The framework's terms are typed and disciplined; these are their public readings.
- Readout / shadow
- An exact bounded presentation — a quotient, measurement, macrostate, or public summary — of a richer realization structure. A shadow is not false or illusory: it is an exact projected interface whose internal laws may be fully valid at its own level. It simply is not the source-level structure itself.
- Realization equivalence
- The strong condition that a readout domain recovers the full realization-relevant structure of what it summarizes. Paper 1 proves exact readout does not imply this.
- Completion necessity
- The certified condition under which readout loss actually matters: an active, uncleared failure of an essential public closure slot with no checked repair or public surrogate (Paper 2). Readout loss alone is not obstruction.
- Canonical completion
- A completion that is certified as an initial object in the public admissible completion category for the relevant target and closure context (Paper 3). Completion need does not automatically produce one.

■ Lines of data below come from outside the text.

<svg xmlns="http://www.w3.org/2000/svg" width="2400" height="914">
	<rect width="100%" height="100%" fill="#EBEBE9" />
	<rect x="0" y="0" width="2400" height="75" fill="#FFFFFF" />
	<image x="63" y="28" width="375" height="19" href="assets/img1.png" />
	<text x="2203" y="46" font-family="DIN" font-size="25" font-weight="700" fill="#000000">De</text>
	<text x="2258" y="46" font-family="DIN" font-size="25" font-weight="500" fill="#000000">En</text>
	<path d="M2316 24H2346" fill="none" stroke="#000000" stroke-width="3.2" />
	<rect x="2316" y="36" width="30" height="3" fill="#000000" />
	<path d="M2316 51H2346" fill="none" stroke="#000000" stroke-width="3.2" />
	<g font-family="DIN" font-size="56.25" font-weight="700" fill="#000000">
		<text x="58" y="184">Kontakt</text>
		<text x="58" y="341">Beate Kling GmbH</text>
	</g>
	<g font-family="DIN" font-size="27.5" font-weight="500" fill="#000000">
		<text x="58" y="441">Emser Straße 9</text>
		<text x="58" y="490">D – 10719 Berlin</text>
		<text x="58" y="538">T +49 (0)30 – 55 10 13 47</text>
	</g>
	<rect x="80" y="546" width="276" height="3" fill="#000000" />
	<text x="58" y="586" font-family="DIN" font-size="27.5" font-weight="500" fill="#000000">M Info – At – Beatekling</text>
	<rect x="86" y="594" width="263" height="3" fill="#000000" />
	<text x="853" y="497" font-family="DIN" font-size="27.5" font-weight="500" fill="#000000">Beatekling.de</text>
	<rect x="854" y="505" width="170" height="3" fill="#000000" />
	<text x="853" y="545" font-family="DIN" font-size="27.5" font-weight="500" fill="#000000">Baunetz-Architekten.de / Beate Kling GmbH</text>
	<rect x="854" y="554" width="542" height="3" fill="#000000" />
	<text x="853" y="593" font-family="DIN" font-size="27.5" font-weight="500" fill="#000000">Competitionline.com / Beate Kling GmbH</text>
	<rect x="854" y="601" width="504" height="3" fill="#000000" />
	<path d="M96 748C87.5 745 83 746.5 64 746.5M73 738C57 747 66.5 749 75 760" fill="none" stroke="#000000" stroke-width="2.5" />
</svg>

- Down-compilation / Tier-1 artifact
- The total, deterministic, route-locked, gate-cleared, residue-aware compilation step that turns a canonical completion output into a statused public Tier-1 artifact — or into a declared lower-status output (Paper 4).
- Runtime status, residue, and audit calculus
- The declared machinery governing public claims after compilation: route decisions, status algebra, residue algebra, equation-artifact grammar, claim licensing, testing, audit, downgrade logic, and forbidden-promotion discipline (Paper 5).
- Branch packet
- The required public wrapper for any branch result: source stage, target problem, public objects, assumptions, route, status, residues, proof obligations, validation obligations, and claim boundary. A branch output is not canonical Shadow Theory without one.
- Law packet
- A scoped bundle of laws, closure conditions, statuses, and licensed claims. The synthesis layer (Paper 6) governs which law packets are closure-fixed within declared scope.